WORKING DATA.

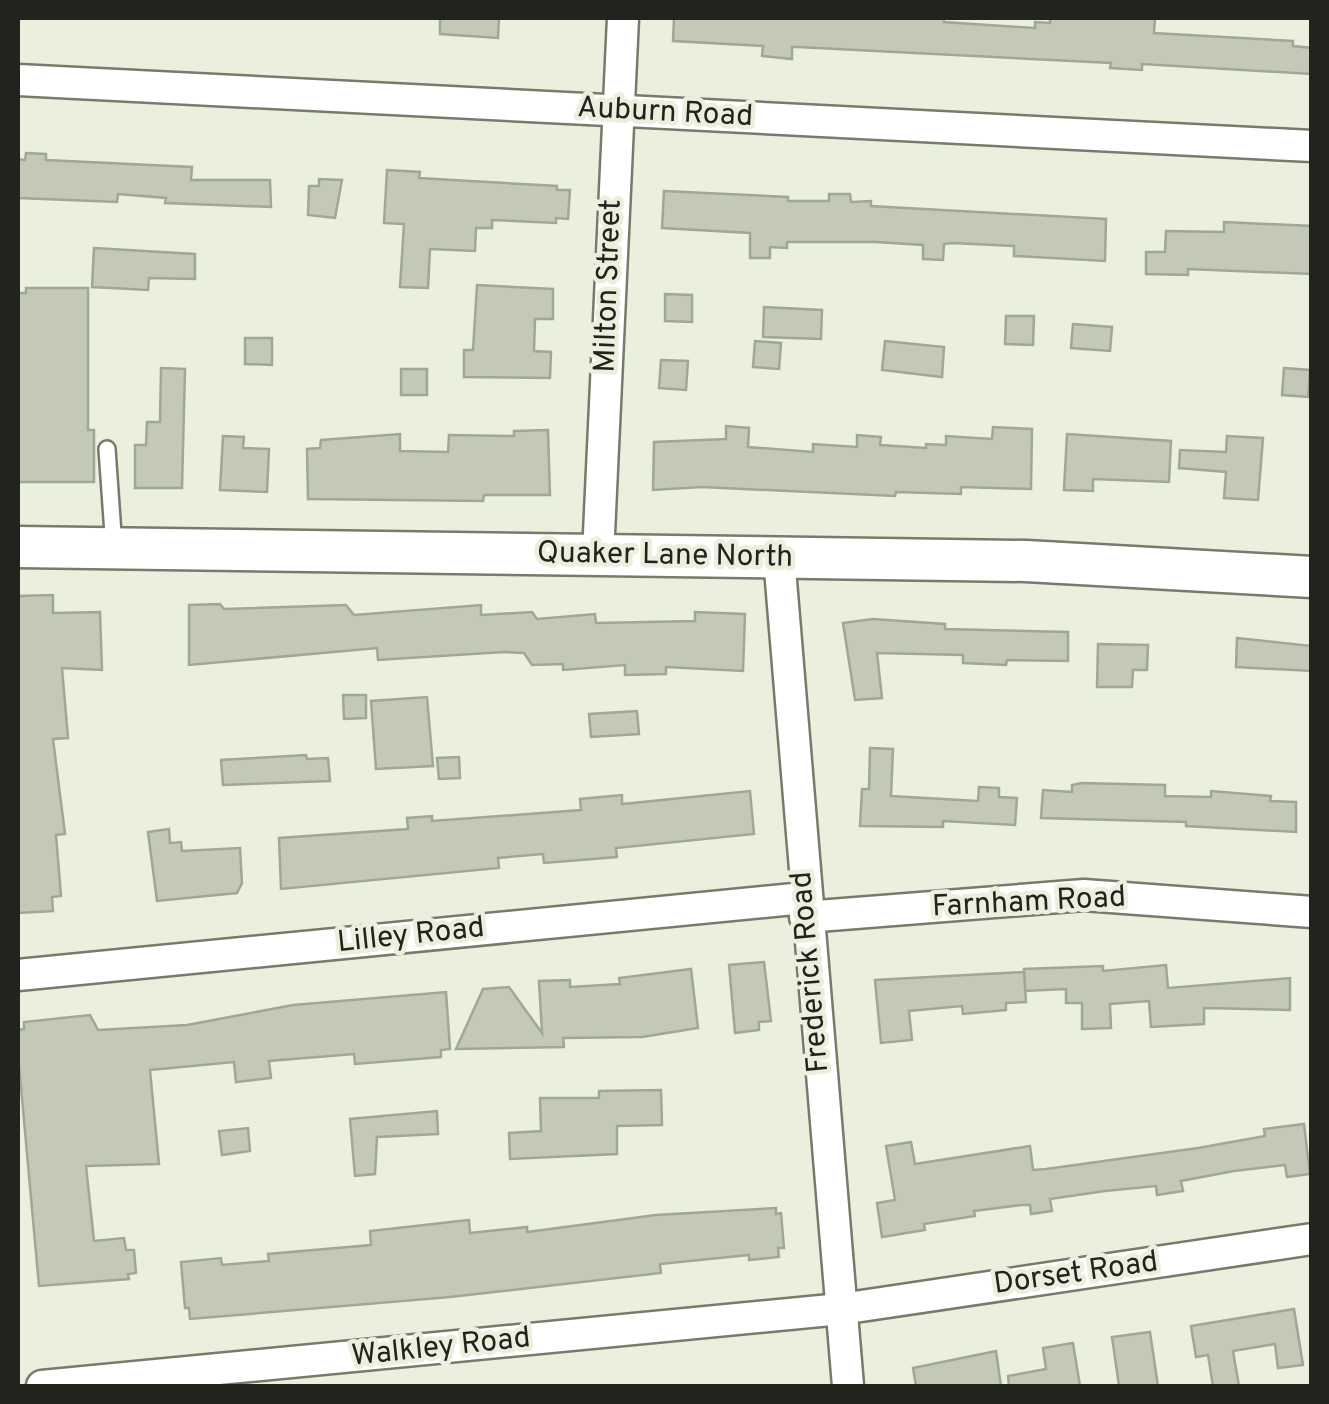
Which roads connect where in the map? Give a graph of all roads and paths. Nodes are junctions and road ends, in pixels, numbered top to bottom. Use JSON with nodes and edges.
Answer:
---
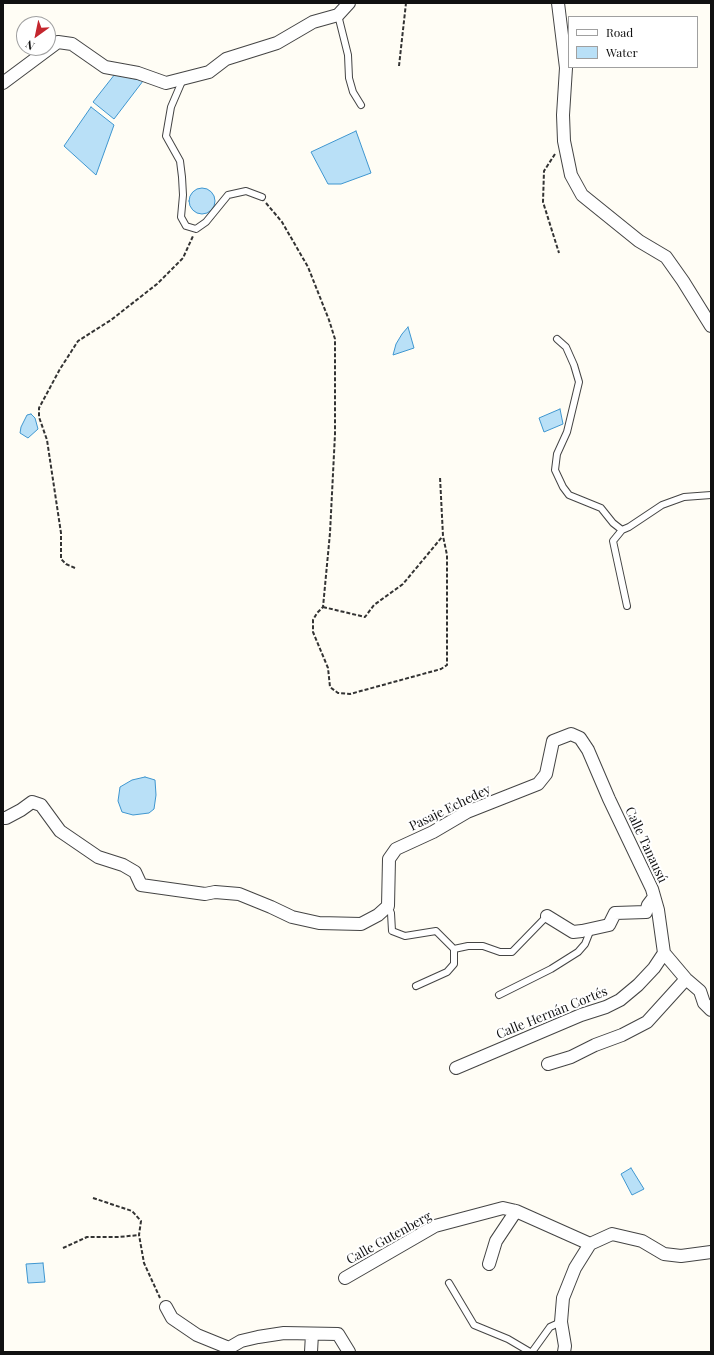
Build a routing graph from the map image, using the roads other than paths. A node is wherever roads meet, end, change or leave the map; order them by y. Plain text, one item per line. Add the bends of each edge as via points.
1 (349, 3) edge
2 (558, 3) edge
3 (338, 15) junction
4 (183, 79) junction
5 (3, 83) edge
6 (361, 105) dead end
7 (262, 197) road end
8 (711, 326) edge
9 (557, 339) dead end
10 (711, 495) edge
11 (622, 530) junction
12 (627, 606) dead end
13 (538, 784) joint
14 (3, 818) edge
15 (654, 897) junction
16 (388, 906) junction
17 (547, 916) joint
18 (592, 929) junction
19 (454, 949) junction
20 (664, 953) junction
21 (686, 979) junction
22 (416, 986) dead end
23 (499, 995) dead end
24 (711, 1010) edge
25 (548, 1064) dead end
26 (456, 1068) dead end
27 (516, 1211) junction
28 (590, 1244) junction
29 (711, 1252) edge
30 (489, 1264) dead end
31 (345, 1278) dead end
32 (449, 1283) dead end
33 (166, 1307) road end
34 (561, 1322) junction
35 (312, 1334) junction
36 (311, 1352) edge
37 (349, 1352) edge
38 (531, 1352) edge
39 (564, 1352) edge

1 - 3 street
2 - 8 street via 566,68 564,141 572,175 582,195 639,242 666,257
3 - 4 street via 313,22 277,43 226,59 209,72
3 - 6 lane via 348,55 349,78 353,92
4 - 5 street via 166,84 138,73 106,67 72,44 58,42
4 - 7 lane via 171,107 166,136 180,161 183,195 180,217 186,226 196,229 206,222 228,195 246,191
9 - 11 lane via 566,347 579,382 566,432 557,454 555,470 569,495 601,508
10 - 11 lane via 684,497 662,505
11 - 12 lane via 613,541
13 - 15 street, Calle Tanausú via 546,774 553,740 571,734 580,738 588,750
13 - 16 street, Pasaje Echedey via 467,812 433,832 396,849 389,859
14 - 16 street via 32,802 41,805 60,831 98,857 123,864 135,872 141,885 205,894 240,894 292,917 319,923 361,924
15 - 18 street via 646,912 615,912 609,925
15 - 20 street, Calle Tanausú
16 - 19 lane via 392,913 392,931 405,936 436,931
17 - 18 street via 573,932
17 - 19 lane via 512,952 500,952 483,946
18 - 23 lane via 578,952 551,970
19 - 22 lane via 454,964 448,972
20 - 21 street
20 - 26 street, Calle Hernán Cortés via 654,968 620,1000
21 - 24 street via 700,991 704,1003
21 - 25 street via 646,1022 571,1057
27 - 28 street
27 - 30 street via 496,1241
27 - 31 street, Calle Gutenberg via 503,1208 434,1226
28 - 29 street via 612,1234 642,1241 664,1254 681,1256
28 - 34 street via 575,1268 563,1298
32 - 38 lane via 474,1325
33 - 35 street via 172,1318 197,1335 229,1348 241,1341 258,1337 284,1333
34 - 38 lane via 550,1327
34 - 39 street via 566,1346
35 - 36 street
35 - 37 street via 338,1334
---
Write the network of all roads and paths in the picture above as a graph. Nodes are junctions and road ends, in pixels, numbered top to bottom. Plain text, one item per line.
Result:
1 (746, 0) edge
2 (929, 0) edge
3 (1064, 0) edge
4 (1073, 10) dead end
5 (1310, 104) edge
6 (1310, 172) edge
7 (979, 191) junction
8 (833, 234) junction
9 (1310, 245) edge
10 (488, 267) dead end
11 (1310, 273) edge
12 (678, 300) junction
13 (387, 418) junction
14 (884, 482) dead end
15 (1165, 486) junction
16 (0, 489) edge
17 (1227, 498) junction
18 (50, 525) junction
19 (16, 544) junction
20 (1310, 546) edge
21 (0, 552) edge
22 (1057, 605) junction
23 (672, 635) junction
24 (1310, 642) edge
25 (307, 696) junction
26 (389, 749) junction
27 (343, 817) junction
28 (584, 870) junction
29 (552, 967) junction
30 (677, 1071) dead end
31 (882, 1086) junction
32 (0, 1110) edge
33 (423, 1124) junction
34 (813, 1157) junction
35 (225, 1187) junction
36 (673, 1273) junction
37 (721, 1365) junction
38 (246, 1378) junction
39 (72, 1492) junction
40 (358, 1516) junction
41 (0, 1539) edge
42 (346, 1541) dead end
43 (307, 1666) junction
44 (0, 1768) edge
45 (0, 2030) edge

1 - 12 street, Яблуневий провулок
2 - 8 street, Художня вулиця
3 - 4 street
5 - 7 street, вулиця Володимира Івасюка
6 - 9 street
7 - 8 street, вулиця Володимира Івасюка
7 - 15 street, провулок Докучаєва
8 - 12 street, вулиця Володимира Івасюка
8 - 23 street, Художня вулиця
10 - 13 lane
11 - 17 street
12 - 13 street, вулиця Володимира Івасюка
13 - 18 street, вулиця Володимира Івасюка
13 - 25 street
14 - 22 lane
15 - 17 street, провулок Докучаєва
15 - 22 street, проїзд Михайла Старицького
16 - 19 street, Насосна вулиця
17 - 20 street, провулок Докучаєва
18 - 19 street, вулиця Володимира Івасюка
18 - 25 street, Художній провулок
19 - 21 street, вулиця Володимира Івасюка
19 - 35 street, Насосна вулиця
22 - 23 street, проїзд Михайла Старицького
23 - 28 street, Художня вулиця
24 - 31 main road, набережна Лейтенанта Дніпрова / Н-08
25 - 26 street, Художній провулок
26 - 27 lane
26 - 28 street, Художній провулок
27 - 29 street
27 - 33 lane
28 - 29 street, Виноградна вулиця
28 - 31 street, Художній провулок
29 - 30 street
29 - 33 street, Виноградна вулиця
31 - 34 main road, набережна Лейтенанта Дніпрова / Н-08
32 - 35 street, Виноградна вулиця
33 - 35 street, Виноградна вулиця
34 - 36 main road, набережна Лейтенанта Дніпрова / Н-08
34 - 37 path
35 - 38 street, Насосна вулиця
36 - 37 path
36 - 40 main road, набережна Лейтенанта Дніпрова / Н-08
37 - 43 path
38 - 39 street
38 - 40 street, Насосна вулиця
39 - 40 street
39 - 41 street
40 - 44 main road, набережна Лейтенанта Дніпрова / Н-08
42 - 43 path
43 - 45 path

YOUR INSTRUCTIONS. Only one number is wanted: how many lines of the data above include the word "pixels".

ANSWER BOX. 2